1)Americans are living longer: US citizens who live to be 65 years of age are expected to have another 18 years of life on earth. Given that many of us can’t survive three months without a paycheck, how do we expect to be able to last 18 years? And no, the answer is not with Social Security, which I explain below.

2)The cost of healthcare is rising: According to the National Coalition on Healthcare, 46 million Americans are not insured. However, the US spends more money on healthcare than other industrialized nations, and those governments provide health insurance to their citizens. As a percentage of the economy, healthcare spending has grown from 7.2% of GDP in 1965 to over 16% today. It is expected to be much higher as baby boomers start to retire. What’s worse is that capitalist models of healthcare make very clear financial tradeoffs between death and money, where a person who can’t afford their medication can be simply left to die. It’s a dog-eat-dog world, and it’s going to get worse as the US slowly loses its economic dominance over the rest of the globe.
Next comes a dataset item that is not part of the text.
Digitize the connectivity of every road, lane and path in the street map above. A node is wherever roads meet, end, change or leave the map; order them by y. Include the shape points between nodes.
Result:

3)Pension plans are disappearing: According to the Employee Benefits Research Institute, only 21% of all American workers participate in plans that will give them a fixed income at retirement. What is most shocking is that over 60% of all workers think that they will get a fixed pension when their careers are over. Pension plans are just too expensive in the age of globalization, so less expensive retirement plans are being put into place.

4)Social security is dying: The way Social Security works is that the productivity of the young supports elderly beneficiaries during retirement. In 1950, the worker-to-beneficiary ratio in the United States was 16 to 1. Now it’s 3.3 to 1 and going to be 2-to-1 in 40 years. This does not provide enough money and productivity to support you when you retire in, say, 30 or 40 years (in other words, we are not having enough babies). According to the trustees for Social Security, Medicare is expected to be insolvent by 2020 and Social Security is expected to be broke in the year 2041.
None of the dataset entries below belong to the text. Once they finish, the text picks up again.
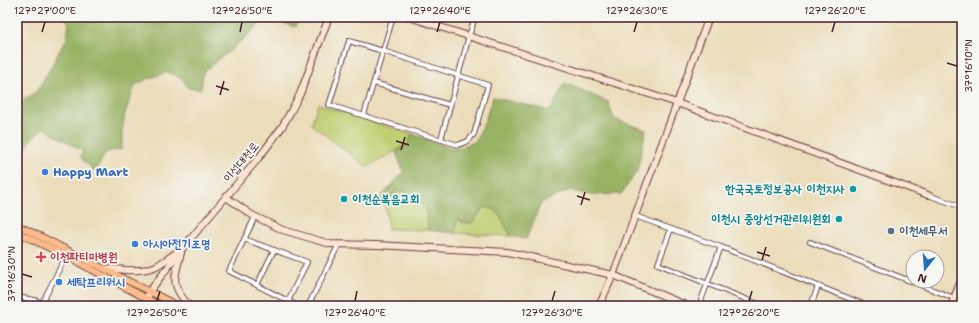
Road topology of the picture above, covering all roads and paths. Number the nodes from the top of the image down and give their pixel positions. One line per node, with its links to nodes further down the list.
1 (329, 17): 15 (street, 이섭대천로)
2 (393, 17): 7 (street)
3 (409, 17): 6 (street)
4 (709, 17): 10 (street)
5 (473, 18): 6 (street)
6 (469, 36): 8 (street); 10 (street)
7 (383, 51): 8 (street); 9 (street); 12 (street)
8 (458, 75): 11 (street); 13 (street)
9 (374, 83): 11 (street); 12 (street)
10 (677, 103): 14 (street); 17 (street)
11 (450, 105): 13 (street)
12 (364, 115): 13 (street)
13 (440, 139)
14 (928, 195): 16 (street)
15 (226, 197): 18 (street); 26 (street, 이섭대천로)
16 (962, 208)
17 (635, 216): 20 (street); 30 (street)
18 (255, 217): 22 (street); 24 (street)
19 (17, 225): 29 (main road)
20 (671, 229): 25 (street); 32 (street)
21 (17, 232): 28 (main road)
22 (244, 239): 27 (street); 33 (street)
23 (810, 242): 37 (street)
24 (339, 244): 30 (street); 46 (street)
25 (721, 247): 32 (street); 34 (street)
26 (182, 249): 29 (street); 35 (street, 이섭대천로); 44 (street)
27 (274, 250): 33 (street); 38 (street)
28 (66, 256): 39 (street); 40 (main road)
29 (103, 268): 35 (main road)
30 (613, 275): 47 (street); 48 (street)
31 (962, 278): 37 (street)
32 (707, 284): 49 (street); 50 (street)
33 (257, 285): 38 (street)
34 (818, 286): 51 (street); 52 (street)
35 (149, 292): 40 (street, 이섭대천로); 43 (main road)
36 (17, 297): 39 (street)
37 (954, 298): 53 (street)
38 (288, 301): 45 (street)
39 (42, 303): 41 (street)
40 (146, 303): 42 (main road)
41 (50, 306)
42 (161, 306)
43 (179, 306)
44 (189, 306)
45 (298, 306)
46 (308, 306)
47 (599, 306)
48 (688, 306)
49 (699, 306)
50 (763, 306)
51 (811, 306)
52 (868, 306)
53 (951, 306)

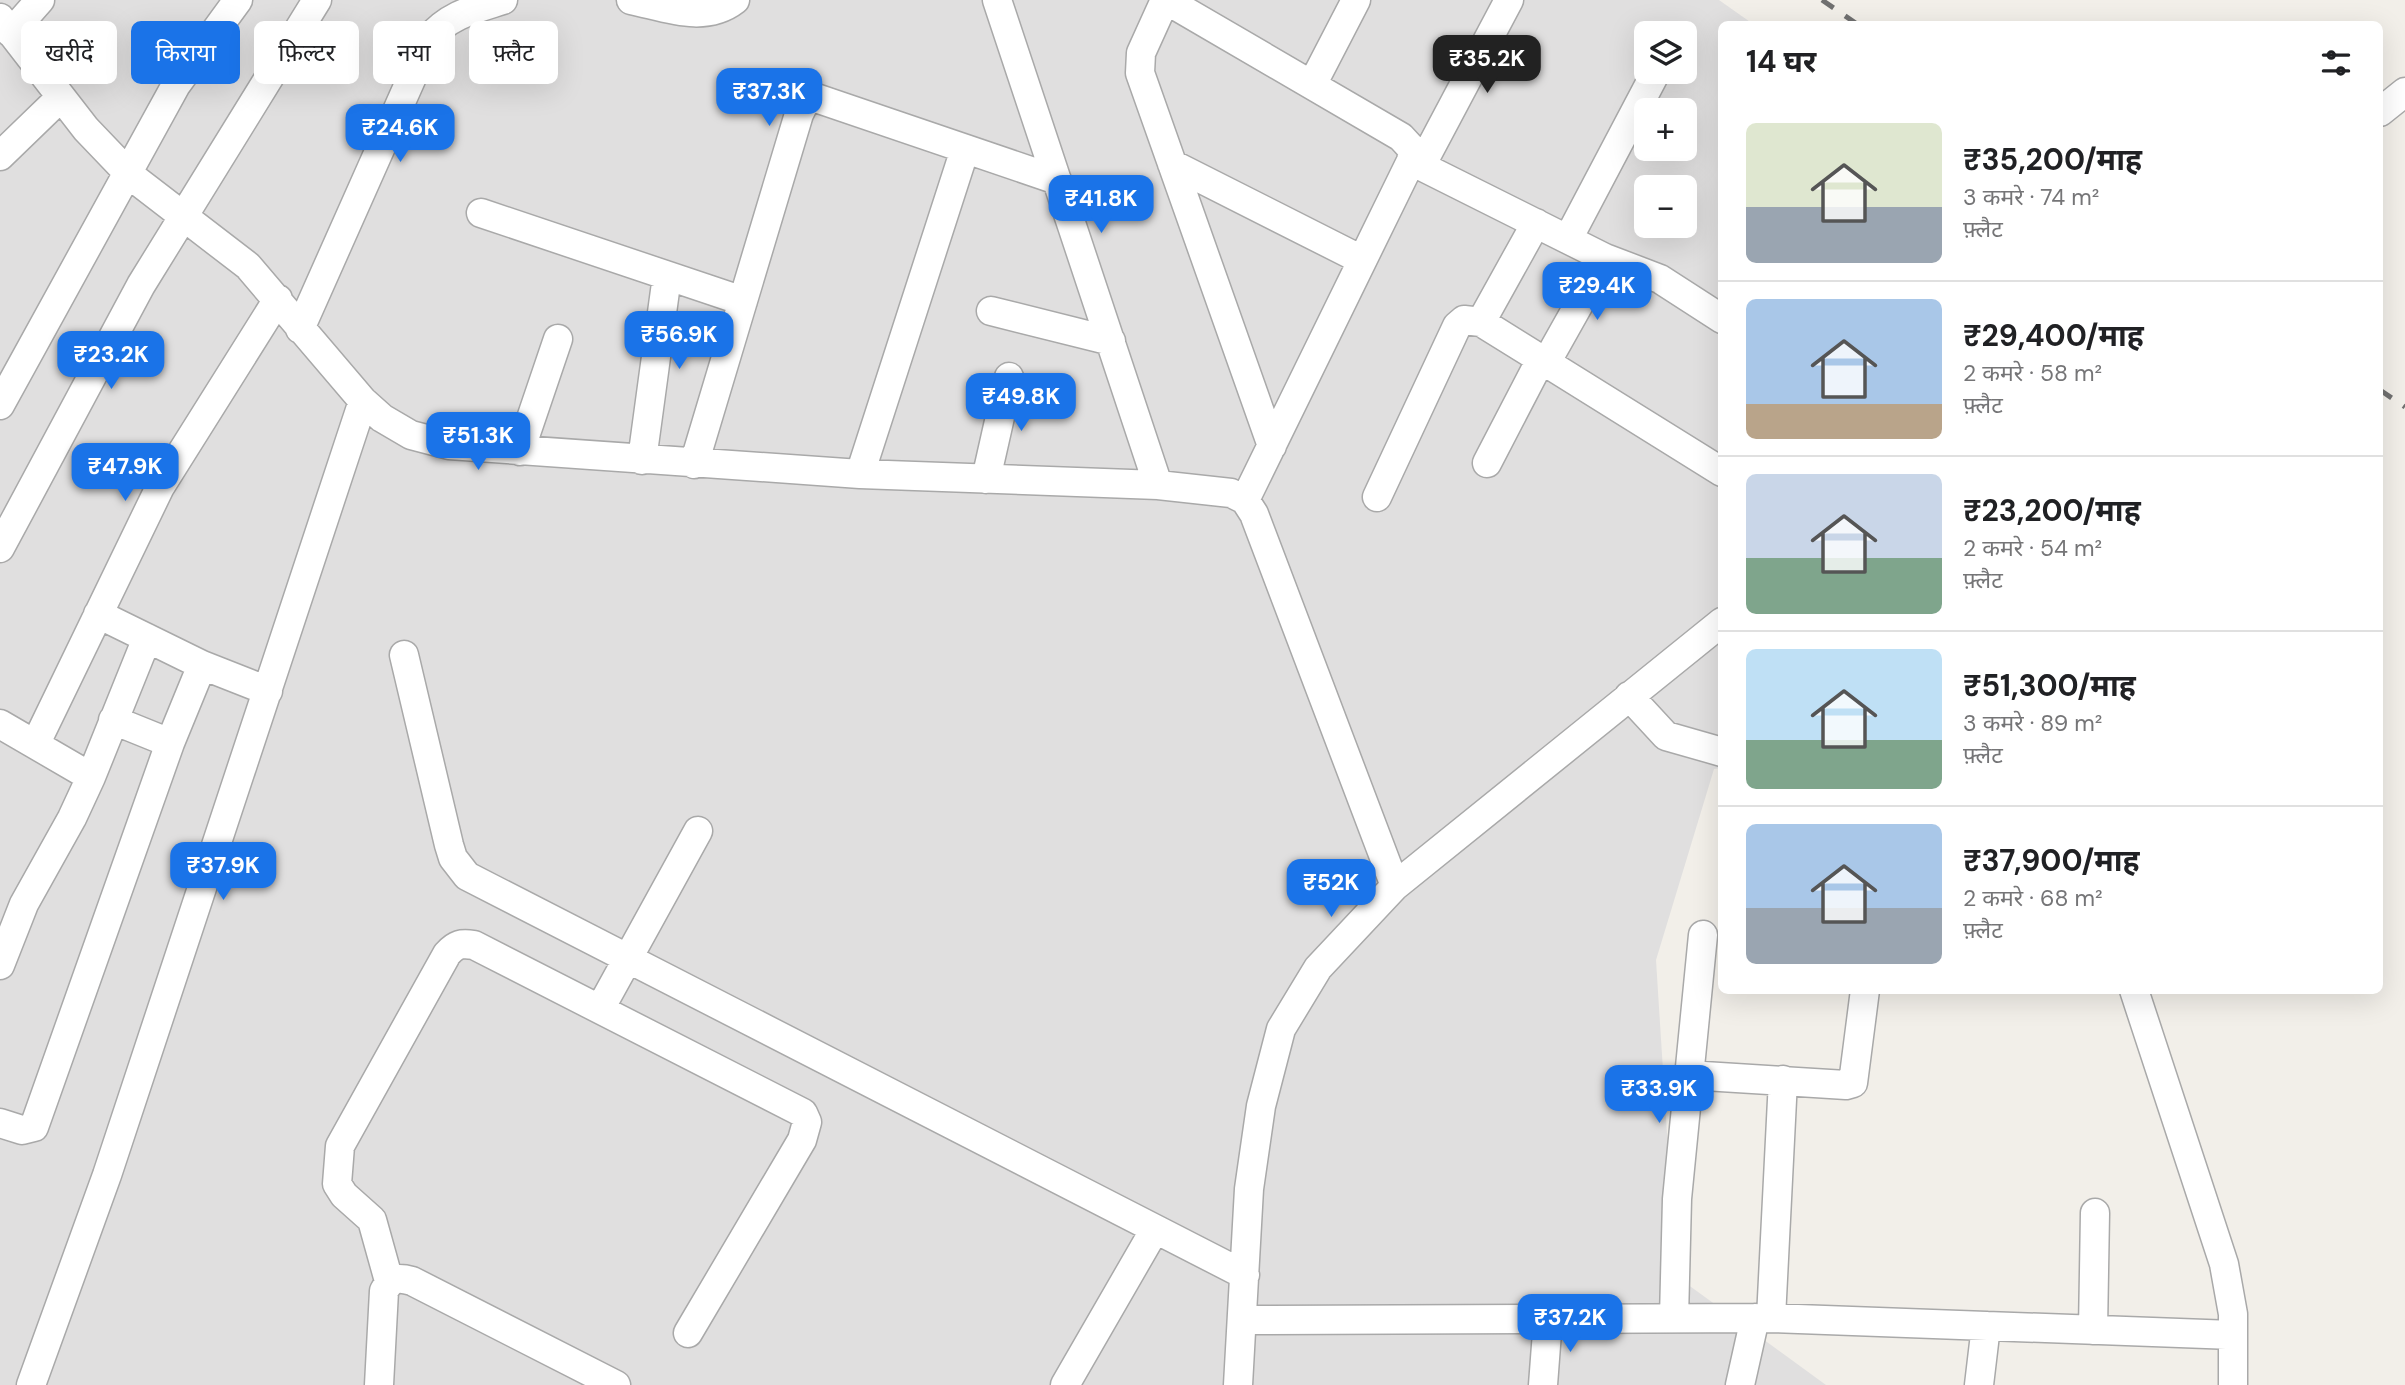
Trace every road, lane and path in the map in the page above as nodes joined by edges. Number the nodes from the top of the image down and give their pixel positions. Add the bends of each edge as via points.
1 (40, 0) edge
2 (238, 0) edge
3 (317, 0) edge
4 (503, 0) edge
5 (631, 0) edge
6 (735, 0) edge
7 (997, 0) edge
8 (1166, 0) edge
9 (1356, 0) edge
10 (1509, 0) edge
11 (4, 26) edge
12 (1650, 84) edge
13 (1312, 85) junction
14 (2405, 92) edge
15 (61, 97) junction
16 (2383, 110) edge
17 (965, 149) junction
18 (0, 156) edge
19 (1172, 164) junction
20 (1416, 164) junction
21 (128, 173) junction
22 (1057, 180) junction
23 (184, 214) junction
24 (481, 214) dead end
25 (1536, 223) junction
26 (1568, 239) junction
27 (1605, 258) junction
28 (1362, 260) junction
29 (667, 276) junction
30 (278, 299) junction
31 (743, 301) junction
32 (990, 311) dead end
33 (1718, 316) edge
34 (1481, 322) junction
35 (300, 329) junction
36 (558, 339) dead end
37 (1111, 341) junction
38 (1544, 361) junction
39 (1009, 377) dead end
40 (3, 391) edge
41 (363, 401) junction
42 (1272, 446) junction
43 (520, 451) junction
44 (642, 460) junction
45 (1487, 463) dead end
46 (694, 464) junction
47 (1718, 470) edge
48 (860, 474) junction
49 (986, 479) junction
50 (1158, 485) junction
51 (1377, 497) dead end
52 (1245, 500) junction
53 (0, 548) edge
54 (98, 614) junction
55 (1718, 625) edge
56 (147, 638) junction
57 (404, 655) dead end
58 (202, 665) junction
59 (268, 691) junction
60 (1629, 696) junction
61 (113, 720) junction
62 (0, 724) edge
63 (36, 743) junction
64 (170, 743) junction
65 (1718, 751) edge
66 (91, 777) junction
67 (698, 831) dead end
68 (1395, 886) junction
69 (1703, 935) dead end
70 (628, 958) junction
71 (0, 965) edge
72 (1864, 994) edge
73 (2135, 994) edge
74 (600, 1009) junction
75 (1688, 1075) junction
76 (1783, 1080) junction
77 (0, 1124) edge
78 (2095, 1213) dead end
79 (1156, 1229) junction
80 (1245, 1275) junction
81 (389, 1281) junction
82 (1674, 1318) junction
83 (1763, 1318) junction
84 (1548, 1319) junction
85 (1243, 1320) junction
86 (1986, 1326) junction
87 (2093, 1330) junction
88 (688, 1333) dead end
89 (2234, 1335) junction
90 (31, 1385) edge
91 (379, 1385) edge
92 (615, 1385) edge
93 (1065, 1385) edge
94 (1238, 1385) edge
95 (1543, 1385) edge
96 (1740, 1385) edge
97 (1979, 1385) edge
98 (2233, 1385) edge

1 - 11 street
2 - 21 street via 176,85
3 - 23 street
4 - 35 street via 454,16 429,39
5 - 6 street via 696,14 712,12
7 - 22 street
8 - 13 street
8 - 19 street via 1138,64
9 - 13 street
10 - 20 street
11 - 15 street
12 - 26 street
13 - 20 street via 1409,143
14 - 16 street
15 - 18 street
15 - 21 street
17 - 22 street
17 - 31 street via 807,97
17 - 48 street
19 - 28 street
19 - 42 street
20 - 25 street
20 - 28 street
21 - 23 street
21 - 40 street
22 - 37 street
23 - 30 street via 248,266
23 - 53 street via 128,308
24 - 29 street
25 - 26 street
25 - 34 street
26 - 27 street
27 - 33 street via 1660,279
27 - 38 street
28 - 42 street
29 - 31 street
29 - 44 street
30 - 35 street
30 - 54 street via 160,487
31 - 46 street
32 - 37 street
34 - 38 street
34 - 51 street via 1464,320 1457,326
35 - 41 street
36 - 43 street
37 - 50 street
38 - 45 street
38 - 47 street
39 - 49 street
41 - 43 street via 411,435 449,445
41 - 59 street
42 - 52 street
43 - 44 street
44 - 46 street
46 - 48 street
48 - 49 street
49 - 50 street
50 - 52 street via 1231,493
52 - 68 street
54 - 56 street
54 - 63 street
55 - 60 street
56 - 58 street
56 - 61 street
57 - 70 street via 453,858 467,876
58 - 59 street
58 - 64 street
59 - 90 street via 107,1175
60 - 65 street via 1666,736
60 - 68 street
61 - 64 street
61 - 66 street
62 - 63 street
63 - 66 street
64 - 77 street via 33,1127 22,1130
66 - 71 street via 24,904
67 - 70 street
68 - 80 street via 1318,968 1281,1029 1261,1106 1249,1189
69 - 75 street
70 - 74 street
70 - 79 street
72 - 76 street via 1853,1083
73 - 89 street via 2224,1264
74 - 81 street via 474,945 455,945 447,954 340,1146 337,1184 372,1220
74 - 88 street via 792,1106 807,1122 802,1140
75 - 76 street
75 - 82 street via 1677,1199
76 - 83 street
78 - 87 street
79 - 80 street
79 - 93 street
80 - 85 street
81 - 91 street via 384,1291
81 - 92 street via 412,1281
82 - 83 street
82 - 84 street
83 - 86 street
83 - 96 street
84 - 85 street
84 - 95 street
85 - 94 street
86 - 87 street
86 - 97 street
87 - 89 street
89 - 98 street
5)Most of us aren’t saving: Right before our current economic crisis, the US savings rate was actually negative for the first time since the Great Depression. The Commerce Department also explains that the source of savings for many Americans (growth in home values) has depleted itself with the crash of the real estate market. There’s nothing like a good economic crisis to get people focused again.
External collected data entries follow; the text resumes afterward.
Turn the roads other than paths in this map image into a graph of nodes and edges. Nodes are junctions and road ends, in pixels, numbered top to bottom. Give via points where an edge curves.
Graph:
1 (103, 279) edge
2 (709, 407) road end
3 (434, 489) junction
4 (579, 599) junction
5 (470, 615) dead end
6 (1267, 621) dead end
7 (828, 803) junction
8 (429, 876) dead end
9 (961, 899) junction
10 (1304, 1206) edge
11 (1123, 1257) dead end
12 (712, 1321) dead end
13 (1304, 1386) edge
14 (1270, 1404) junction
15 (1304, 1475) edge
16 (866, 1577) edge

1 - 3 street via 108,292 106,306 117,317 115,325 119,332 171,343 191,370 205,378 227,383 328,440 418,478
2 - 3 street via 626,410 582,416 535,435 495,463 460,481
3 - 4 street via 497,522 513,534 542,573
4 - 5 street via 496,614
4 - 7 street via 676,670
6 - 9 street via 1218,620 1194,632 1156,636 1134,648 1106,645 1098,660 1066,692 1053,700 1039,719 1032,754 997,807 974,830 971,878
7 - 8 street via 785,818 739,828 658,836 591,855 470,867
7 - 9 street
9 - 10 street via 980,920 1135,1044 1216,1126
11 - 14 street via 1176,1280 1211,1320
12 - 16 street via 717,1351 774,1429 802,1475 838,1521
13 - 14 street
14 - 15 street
Think the government is going to adjust and save you financially? Not so fast. Our national debt has already surpassed the $11 trillion dollar mark and is expected to surpass $13 Trillion before our wonderful new president is out of office. President Obama is certainly doing all he can to manage this financial crisis. The problem is that short terms in office negate our politicians of any responsibility for the long-term consequences of their actions. National debt tends to go up, but it almost never goes back down. According to the Congressional Budget Office, our national debt is expected to rise to over $20 Trillion by 2015. In case you’re wondering, to have $20 trillion in debt with $2.5 trillion in annual revenues is like someone owing $200,000 when they only earn $25,000 per year. Would you feel safe relying on that person to provide your financial security? I didn’t think so.

If you don’t get your money right today, your golden years will turn your neck green. The economic storm is coming, but there is still time to protect your family. At this point, we should all evacuate the “Land of Irresponsible Spending” and head to higher financial ground. Like the victims of Hurricane Katrina, our government may not be able to help us in our time of need. The problem is that (also like Katrina), the government will never admit when they’ve become unable to protect us from the storm, so we’ve got to protect ourselves.